# Your task
Return each line of the data that follows exactly as it reads.

Stored data:
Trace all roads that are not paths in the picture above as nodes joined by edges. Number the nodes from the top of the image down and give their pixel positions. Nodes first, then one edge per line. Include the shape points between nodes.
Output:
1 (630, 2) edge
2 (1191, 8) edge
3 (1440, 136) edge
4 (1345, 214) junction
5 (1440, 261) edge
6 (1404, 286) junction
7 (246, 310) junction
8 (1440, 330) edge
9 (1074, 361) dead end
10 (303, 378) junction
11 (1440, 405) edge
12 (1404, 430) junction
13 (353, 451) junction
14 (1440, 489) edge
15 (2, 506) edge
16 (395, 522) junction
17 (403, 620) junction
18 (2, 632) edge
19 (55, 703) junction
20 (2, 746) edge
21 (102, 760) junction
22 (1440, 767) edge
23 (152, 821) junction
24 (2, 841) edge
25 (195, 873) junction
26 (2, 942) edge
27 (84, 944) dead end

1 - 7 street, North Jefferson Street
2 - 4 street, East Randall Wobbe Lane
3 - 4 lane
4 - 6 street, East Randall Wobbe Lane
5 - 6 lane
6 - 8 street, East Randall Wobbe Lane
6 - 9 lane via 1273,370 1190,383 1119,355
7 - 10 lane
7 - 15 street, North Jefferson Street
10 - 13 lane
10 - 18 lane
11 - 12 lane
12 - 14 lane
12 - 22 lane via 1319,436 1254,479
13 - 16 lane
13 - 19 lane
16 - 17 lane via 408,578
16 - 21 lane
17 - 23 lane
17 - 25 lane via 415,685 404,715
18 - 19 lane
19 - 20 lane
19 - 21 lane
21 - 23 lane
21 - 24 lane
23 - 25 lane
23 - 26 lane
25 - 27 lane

# Result of the task
Trace all roads that are not paths in the picture above as nodes joined by edges. Number the nodes from the top of the image down and give their pixel positions. Nodes first, then one edge per line. Include the shape points between nodes.
Output:
1 (630, 2) edge
2 (1191, 8) edge
3 (1440, 136) edge
4 (1345, 214) junction
5 (1440, 261) edge
6 (1404, 286) junction
7 (246, 310) junction
8 (1440, 330) edge
9 (1074, 361) dead end
10 (303, 378) junction
11 (1440, 405) edge
12 (1404, 430) junction
13 (353, 451) junction
14 (1440, 489) edge
15 (2, 506) edge
16 (395, 522) junction
17 (403, 620) junction
18 (2, 632) edge
19 (55, 703) junction
20 (2, 746) edge
21 (102, 760) junction
22 (1440, 767) edge
23 (152, 821) junction
24 (2, 841) edge
25 (195, 873) junction
26 (2, 942) edge
27 (84, 944) dead end

1 - 7 street, North Jefferson Street
2 - 4 street, East Randall Wobbe Lane
3 - 4 lane
4 - 6 street, East Randall Wobbe Lane
5 - 6 lane
6 - 8 street, East Randall Wobbe Lane
6 - 9 lane via 1273,370 1190,383 1119,355
7 - 10 lane
7 - 15 street, North Jefferson Street
10 - 13 lane
10 - 18 lane
11 - 12 lane
12 - 14 lane
12 - 22 lane via 1319,436 1254,479
13 - 16 lane
13 - 19 lane
16 - 17 lane via 408,578
16 - 21 lane
17 - 23 lane
17 - 25 lane via 415,685 404,715
18 - 19 lane
19 - 20 lane
19 - 21 lane
21 - 23 lane
21 - 24 lane
23 - 25 lane
23 - 26 lane
25 - 27 lane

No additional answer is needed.